▶ Problem to work on
Pick out each line in these entries that contains the string "wrist".

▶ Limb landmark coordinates
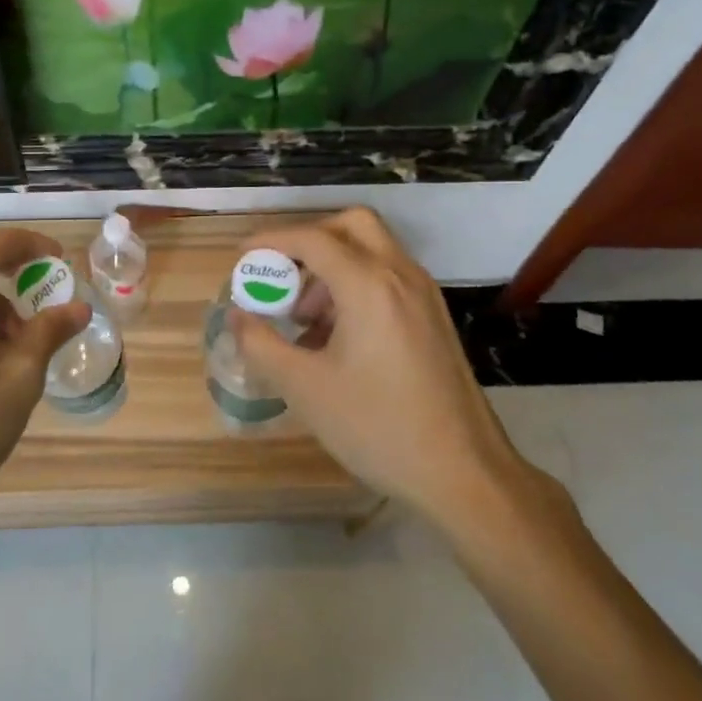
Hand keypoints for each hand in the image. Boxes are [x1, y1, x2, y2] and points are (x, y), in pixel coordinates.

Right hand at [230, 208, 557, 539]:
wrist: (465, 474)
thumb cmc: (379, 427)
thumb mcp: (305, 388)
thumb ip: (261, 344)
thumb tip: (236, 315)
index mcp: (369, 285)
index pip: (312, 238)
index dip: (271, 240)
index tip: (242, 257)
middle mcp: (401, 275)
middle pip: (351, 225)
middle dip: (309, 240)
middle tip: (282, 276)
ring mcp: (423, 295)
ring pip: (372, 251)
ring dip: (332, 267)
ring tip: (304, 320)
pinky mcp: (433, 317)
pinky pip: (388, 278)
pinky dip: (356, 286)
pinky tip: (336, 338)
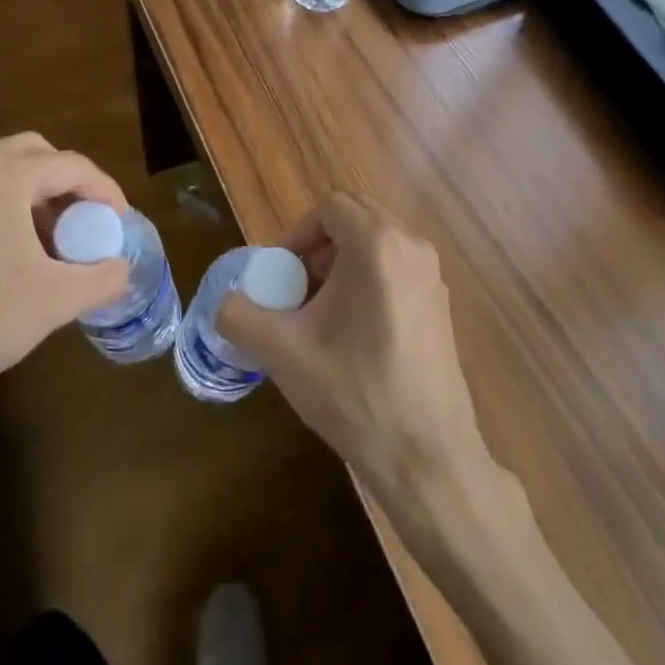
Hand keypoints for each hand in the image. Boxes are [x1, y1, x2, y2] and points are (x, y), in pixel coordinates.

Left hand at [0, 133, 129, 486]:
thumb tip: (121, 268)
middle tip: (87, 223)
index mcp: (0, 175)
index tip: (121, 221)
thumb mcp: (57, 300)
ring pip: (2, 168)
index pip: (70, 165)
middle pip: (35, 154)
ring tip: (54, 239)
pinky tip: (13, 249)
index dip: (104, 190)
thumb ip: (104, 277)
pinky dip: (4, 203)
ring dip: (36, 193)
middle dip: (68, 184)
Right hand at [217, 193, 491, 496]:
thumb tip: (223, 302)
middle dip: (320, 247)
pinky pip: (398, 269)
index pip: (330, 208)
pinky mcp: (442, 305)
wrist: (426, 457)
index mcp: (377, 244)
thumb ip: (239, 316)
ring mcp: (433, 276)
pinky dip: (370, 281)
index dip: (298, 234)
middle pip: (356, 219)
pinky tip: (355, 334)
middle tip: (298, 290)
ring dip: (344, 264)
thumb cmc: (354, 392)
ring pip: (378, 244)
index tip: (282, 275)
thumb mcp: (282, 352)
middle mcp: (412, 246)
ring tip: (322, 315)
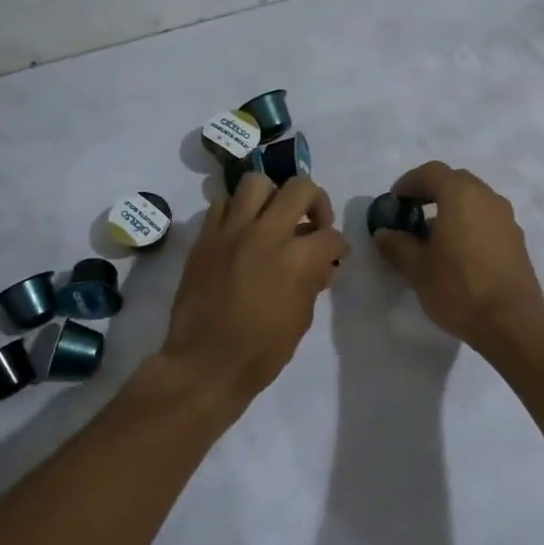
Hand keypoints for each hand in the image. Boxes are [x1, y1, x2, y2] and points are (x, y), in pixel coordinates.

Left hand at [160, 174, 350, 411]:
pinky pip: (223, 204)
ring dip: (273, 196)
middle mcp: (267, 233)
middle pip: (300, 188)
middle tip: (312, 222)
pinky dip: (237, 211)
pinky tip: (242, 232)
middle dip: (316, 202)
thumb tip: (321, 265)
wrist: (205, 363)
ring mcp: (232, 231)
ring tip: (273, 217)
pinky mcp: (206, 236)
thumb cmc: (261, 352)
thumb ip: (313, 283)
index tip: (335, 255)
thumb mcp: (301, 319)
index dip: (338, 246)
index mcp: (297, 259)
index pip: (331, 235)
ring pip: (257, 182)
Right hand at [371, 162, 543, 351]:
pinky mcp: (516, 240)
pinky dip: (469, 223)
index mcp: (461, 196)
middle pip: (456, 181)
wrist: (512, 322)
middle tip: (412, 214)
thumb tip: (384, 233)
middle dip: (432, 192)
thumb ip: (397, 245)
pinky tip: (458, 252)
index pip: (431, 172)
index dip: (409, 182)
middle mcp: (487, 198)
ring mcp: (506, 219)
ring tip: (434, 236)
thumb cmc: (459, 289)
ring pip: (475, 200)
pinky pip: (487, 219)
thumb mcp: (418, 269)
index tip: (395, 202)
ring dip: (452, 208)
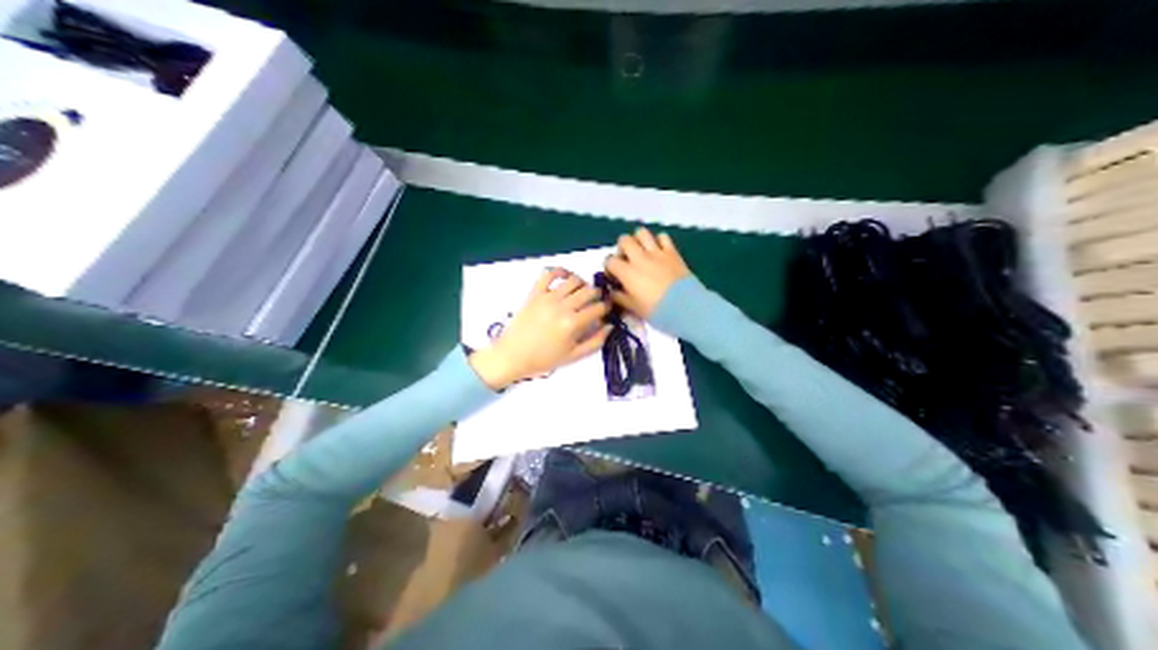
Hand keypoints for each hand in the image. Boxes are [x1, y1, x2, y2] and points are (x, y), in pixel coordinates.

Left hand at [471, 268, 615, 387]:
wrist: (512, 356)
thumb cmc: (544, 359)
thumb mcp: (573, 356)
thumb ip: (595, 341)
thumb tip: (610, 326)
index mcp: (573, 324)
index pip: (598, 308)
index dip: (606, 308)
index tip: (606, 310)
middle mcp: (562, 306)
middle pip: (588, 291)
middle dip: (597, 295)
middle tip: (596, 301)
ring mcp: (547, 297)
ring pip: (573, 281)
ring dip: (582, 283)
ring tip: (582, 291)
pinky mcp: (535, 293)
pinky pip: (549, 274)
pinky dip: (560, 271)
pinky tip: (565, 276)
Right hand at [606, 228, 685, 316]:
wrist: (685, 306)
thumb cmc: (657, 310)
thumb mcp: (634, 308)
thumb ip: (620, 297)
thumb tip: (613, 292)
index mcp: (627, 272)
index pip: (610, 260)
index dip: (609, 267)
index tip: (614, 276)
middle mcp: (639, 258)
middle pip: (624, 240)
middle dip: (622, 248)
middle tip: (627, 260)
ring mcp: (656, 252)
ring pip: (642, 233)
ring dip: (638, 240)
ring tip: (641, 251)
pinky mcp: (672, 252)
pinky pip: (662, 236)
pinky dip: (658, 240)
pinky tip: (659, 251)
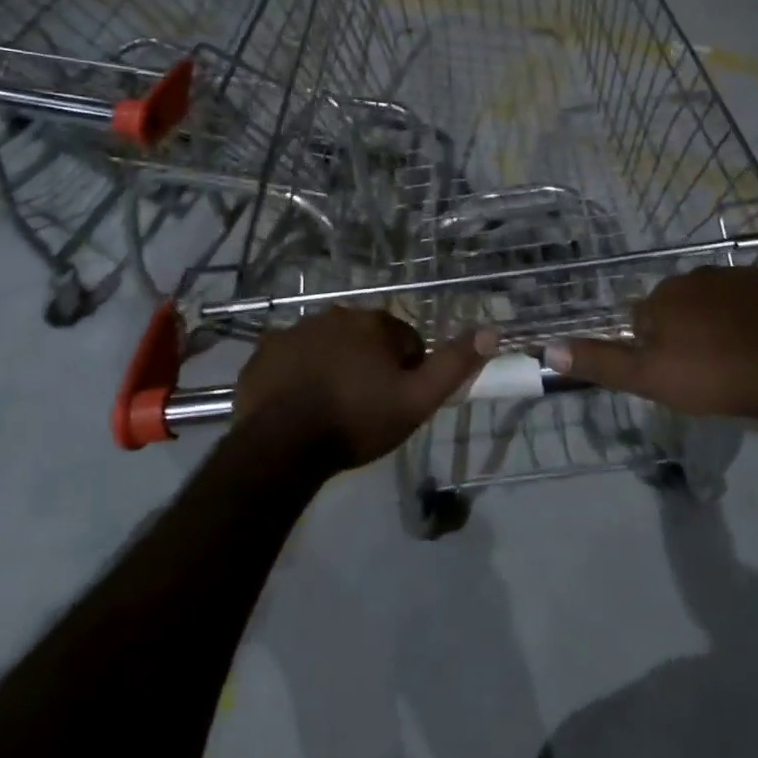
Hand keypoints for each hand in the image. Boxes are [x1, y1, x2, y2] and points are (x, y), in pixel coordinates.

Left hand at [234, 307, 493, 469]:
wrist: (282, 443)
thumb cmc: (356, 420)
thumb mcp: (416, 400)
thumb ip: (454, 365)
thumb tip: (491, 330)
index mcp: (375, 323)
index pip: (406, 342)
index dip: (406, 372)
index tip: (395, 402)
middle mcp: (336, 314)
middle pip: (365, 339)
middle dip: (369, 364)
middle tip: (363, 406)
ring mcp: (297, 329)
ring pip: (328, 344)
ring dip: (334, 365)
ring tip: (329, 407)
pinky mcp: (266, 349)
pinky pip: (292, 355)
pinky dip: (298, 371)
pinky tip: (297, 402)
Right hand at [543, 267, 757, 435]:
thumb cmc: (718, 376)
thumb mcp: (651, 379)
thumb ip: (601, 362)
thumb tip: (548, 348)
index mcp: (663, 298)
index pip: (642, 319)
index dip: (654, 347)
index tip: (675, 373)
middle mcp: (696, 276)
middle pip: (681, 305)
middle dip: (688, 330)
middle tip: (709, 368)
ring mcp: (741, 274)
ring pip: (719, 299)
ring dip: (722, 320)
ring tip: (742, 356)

---

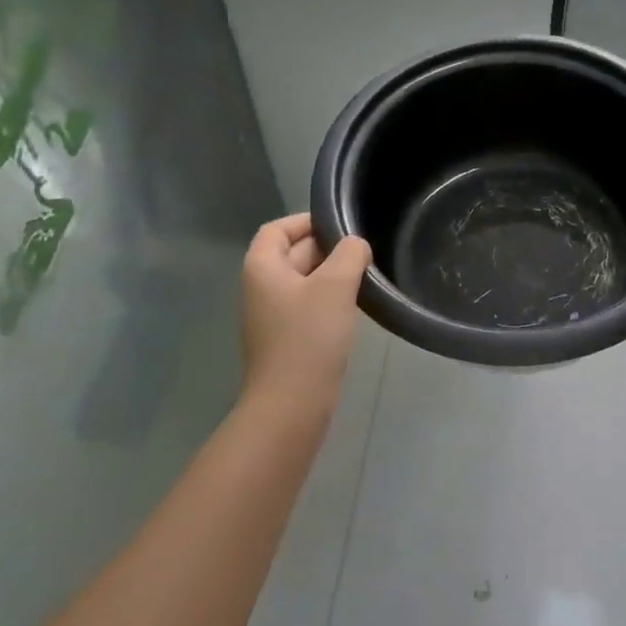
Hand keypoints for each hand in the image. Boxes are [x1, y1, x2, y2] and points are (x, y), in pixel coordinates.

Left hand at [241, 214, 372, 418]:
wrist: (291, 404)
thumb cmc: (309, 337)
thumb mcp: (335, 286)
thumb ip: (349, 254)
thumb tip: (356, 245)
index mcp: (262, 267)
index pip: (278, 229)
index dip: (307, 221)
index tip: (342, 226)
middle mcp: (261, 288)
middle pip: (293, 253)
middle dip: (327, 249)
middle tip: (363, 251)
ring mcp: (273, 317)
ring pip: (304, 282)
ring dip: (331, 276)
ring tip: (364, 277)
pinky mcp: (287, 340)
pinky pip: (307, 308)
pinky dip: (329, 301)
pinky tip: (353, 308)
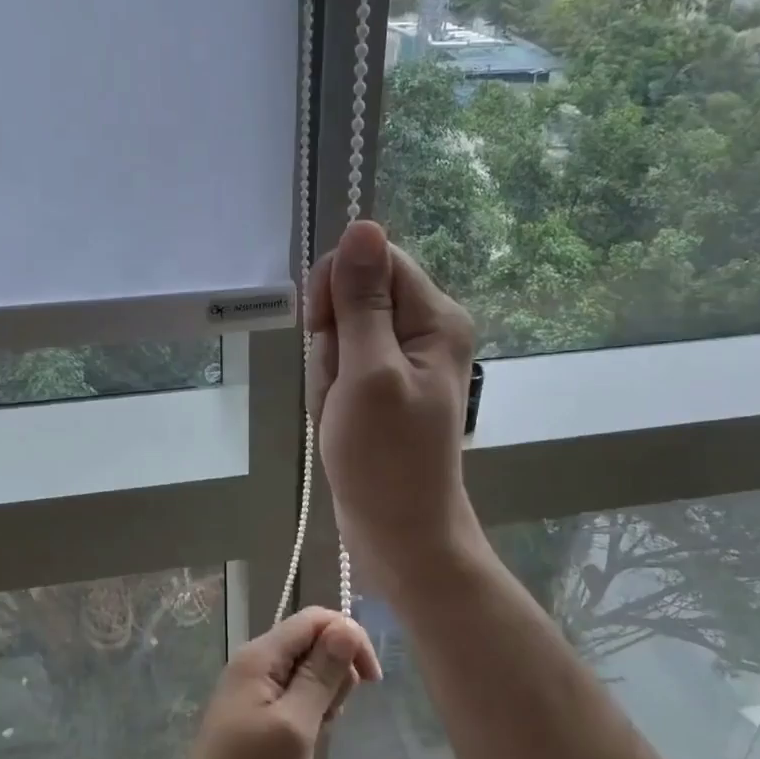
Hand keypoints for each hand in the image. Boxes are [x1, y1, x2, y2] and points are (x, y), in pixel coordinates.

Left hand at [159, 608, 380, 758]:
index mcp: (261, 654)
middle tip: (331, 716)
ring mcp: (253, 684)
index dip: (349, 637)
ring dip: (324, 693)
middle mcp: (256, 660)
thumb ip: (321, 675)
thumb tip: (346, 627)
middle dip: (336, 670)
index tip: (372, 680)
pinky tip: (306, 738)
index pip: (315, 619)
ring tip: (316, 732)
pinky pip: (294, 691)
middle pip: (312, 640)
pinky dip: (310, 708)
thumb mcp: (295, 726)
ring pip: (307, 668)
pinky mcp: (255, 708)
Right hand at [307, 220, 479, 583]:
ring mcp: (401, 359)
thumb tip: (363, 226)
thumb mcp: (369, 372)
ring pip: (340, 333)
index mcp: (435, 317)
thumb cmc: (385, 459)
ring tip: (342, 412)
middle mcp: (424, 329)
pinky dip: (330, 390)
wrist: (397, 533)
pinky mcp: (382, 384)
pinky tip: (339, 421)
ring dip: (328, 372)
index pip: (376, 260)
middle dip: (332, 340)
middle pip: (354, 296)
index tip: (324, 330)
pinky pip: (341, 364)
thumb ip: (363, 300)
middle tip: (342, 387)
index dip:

▶ Answer section
wrist: (465, 474)
wrist: (426, 457)
wrist: (205, 363)
wrist: (512, 322)
wrist: (512, 356)
wrist: (685, 306)
wrist: (282, 443)
wrist: (291, 404)
wrist: (397, 533)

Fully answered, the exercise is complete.